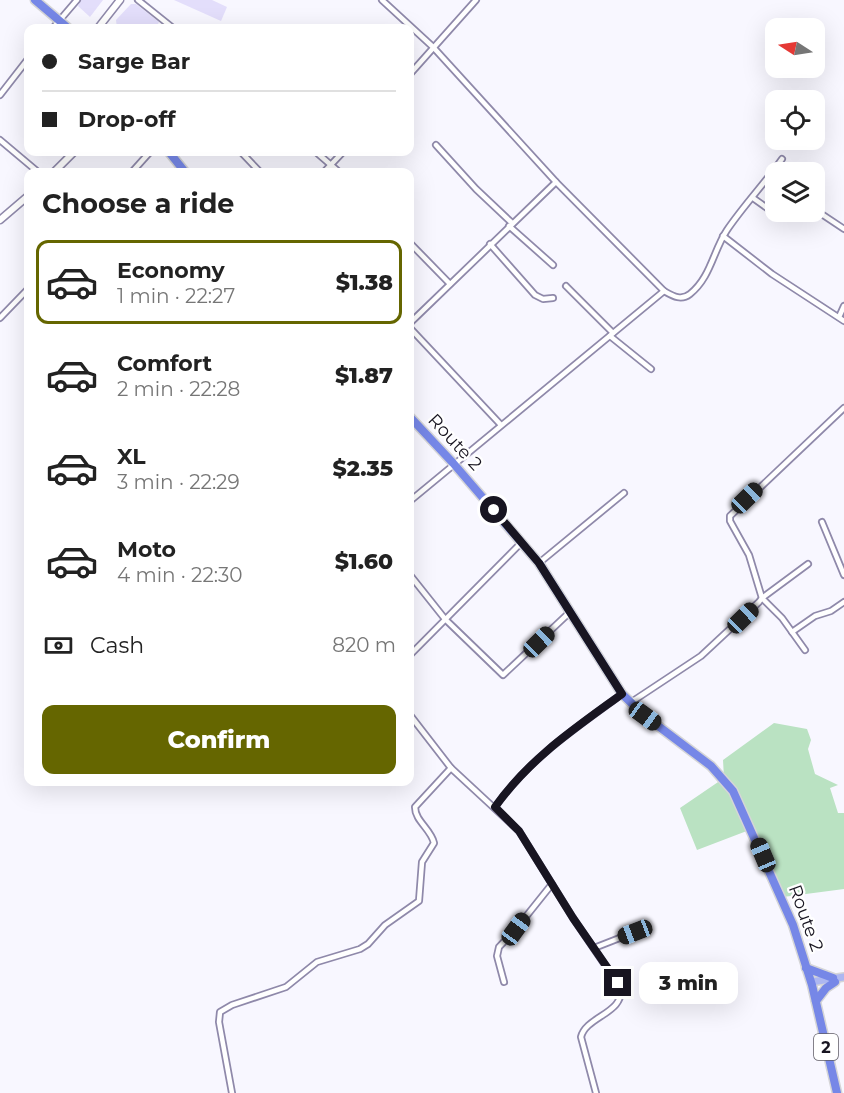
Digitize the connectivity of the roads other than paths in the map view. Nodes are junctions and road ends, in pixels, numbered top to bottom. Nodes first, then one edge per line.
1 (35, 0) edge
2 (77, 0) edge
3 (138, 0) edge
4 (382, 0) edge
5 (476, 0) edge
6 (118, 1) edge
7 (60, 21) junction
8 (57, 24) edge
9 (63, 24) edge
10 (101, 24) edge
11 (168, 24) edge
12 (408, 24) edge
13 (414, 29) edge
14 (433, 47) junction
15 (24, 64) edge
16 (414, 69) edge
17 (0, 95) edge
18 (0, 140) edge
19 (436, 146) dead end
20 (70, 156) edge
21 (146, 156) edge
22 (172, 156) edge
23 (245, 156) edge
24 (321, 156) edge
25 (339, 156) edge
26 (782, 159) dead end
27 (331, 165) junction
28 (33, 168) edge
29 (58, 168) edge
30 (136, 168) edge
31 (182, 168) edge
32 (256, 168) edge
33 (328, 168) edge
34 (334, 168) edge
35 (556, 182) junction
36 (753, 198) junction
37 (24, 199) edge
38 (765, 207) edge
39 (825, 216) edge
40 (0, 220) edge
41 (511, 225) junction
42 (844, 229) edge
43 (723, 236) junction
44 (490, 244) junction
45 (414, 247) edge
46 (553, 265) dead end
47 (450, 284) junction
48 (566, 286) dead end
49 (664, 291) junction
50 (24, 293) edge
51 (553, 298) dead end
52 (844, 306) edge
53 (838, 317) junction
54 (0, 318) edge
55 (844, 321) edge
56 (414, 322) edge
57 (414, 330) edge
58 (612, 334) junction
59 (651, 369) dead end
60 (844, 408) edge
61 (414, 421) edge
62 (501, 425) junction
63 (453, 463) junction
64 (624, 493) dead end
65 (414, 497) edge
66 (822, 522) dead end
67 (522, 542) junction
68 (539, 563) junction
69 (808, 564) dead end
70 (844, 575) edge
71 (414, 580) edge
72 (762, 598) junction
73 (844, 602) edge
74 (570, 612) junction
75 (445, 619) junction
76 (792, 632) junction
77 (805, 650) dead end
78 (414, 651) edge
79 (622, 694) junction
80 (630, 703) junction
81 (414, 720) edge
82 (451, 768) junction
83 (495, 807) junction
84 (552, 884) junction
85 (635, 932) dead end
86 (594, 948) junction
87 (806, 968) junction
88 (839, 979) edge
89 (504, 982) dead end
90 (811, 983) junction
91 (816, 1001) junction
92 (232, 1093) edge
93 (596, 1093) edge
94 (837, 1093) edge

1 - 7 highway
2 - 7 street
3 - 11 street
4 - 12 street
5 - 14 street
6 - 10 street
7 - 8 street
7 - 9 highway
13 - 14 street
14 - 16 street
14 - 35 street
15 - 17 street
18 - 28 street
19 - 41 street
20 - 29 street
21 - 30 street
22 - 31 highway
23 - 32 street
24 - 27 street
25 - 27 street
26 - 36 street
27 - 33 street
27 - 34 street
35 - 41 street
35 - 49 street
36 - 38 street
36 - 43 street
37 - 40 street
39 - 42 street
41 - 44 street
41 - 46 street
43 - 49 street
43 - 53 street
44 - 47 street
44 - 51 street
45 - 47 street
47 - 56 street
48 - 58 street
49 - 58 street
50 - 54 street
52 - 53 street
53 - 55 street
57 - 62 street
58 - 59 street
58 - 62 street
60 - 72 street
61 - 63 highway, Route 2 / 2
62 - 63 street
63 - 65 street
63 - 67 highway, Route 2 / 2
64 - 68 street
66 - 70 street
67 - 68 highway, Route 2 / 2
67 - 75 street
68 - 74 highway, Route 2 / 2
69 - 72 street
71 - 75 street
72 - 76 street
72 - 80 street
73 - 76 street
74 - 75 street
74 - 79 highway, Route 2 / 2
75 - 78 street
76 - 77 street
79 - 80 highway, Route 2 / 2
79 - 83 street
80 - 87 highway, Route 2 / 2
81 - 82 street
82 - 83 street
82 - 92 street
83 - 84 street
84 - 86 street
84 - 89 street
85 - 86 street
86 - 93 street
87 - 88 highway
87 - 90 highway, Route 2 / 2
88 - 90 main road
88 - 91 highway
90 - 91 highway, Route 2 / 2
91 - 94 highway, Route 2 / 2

###

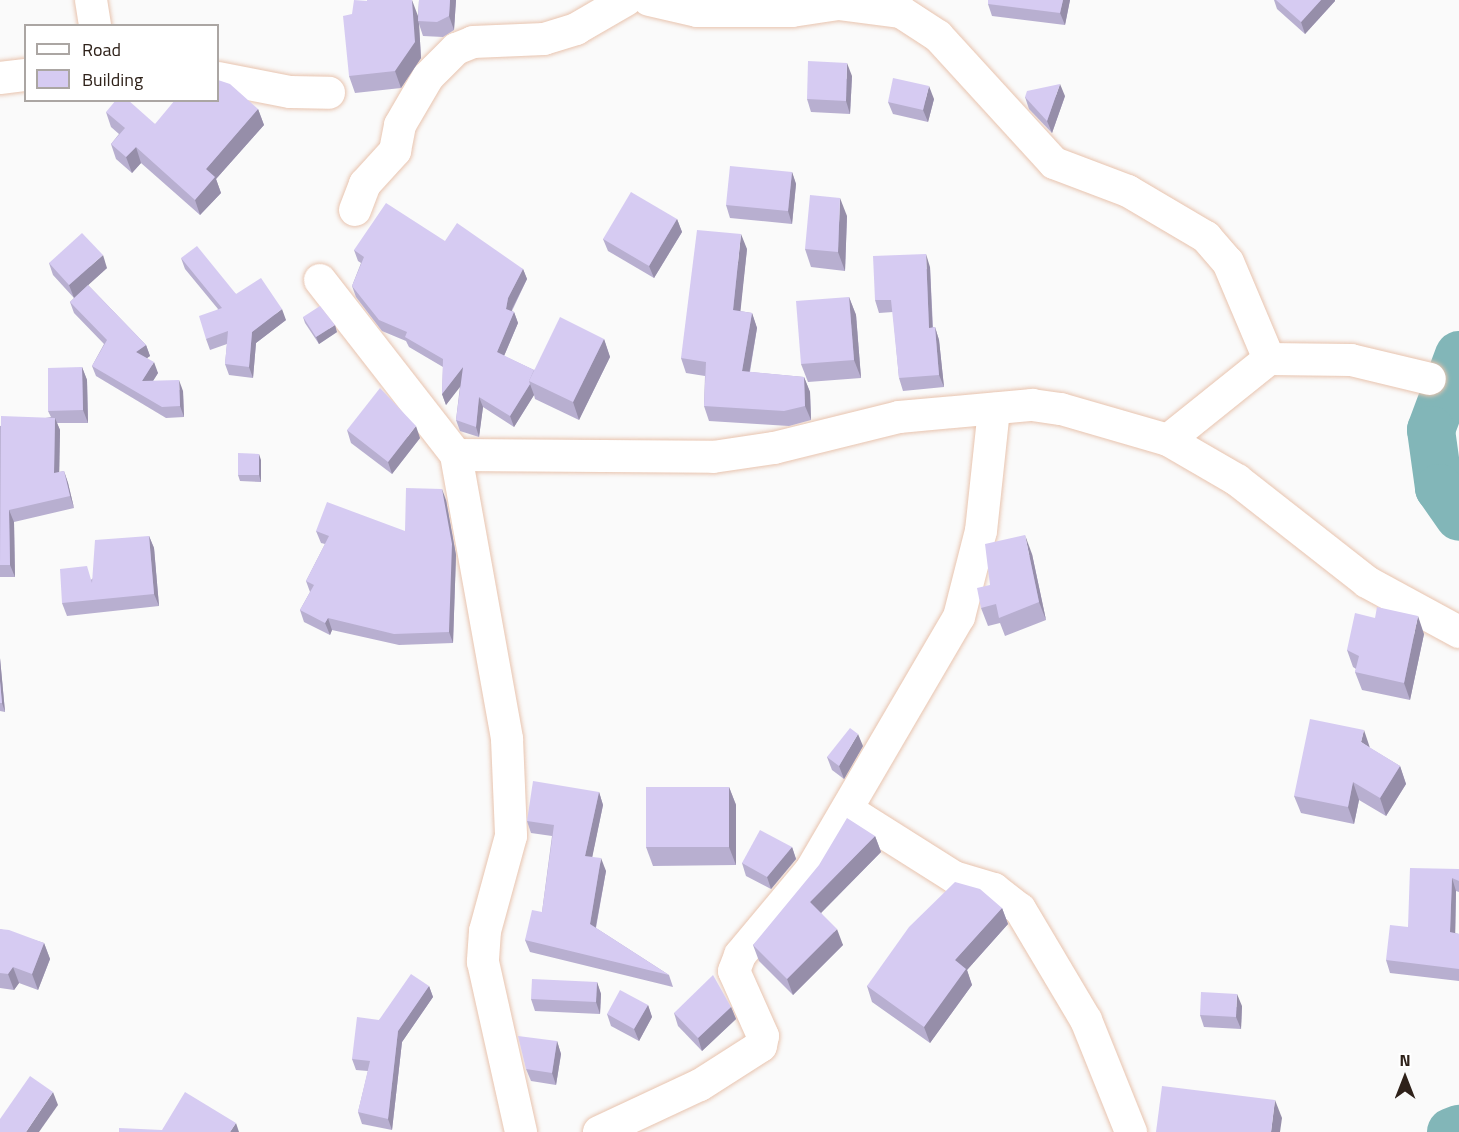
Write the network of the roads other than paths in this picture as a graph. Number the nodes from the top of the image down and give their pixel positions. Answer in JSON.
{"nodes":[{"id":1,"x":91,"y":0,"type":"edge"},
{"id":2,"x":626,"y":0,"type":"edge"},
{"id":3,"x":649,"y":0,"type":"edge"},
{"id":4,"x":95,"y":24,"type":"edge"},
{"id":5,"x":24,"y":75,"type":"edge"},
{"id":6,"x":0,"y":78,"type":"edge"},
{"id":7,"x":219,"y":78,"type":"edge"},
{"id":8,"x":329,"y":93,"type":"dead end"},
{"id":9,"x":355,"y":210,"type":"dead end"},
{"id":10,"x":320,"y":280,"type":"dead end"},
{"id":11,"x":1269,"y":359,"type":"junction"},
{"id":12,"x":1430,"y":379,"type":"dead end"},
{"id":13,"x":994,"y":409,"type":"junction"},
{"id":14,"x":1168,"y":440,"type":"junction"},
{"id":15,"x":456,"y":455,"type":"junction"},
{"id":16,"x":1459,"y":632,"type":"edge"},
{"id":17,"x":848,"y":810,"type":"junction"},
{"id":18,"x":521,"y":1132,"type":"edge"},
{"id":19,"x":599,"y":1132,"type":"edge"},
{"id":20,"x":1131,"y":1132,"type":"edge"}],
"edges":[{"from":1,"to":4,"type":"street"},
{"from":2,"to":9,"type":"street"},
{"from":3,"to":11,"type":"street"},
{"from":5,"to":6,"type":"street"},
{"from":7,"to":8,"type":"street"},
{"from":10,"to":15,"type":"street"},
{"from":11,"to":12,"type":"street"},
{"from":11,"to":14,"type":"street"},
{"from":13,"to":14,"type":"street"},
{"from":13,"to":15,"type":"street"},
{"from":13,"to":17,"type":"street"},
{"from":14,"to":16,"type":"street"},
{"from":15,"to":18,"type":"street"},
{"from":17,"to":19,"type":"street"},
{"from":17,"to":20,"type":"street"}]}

###

** Problem details **
Go line by line through the data above and report each one that holds the string "other".

** Completed exercise **
Digitize the connectivity of the roads other than paths in the map view. Nodes are junctions and road ends, in pixels, numbered top to bottom. Nodes first, then one edge per line.
Write the network of the roads other than paths in this picture as a graph. Number the nodes from the top of the image down and give their pixel positions. Answer in JSON.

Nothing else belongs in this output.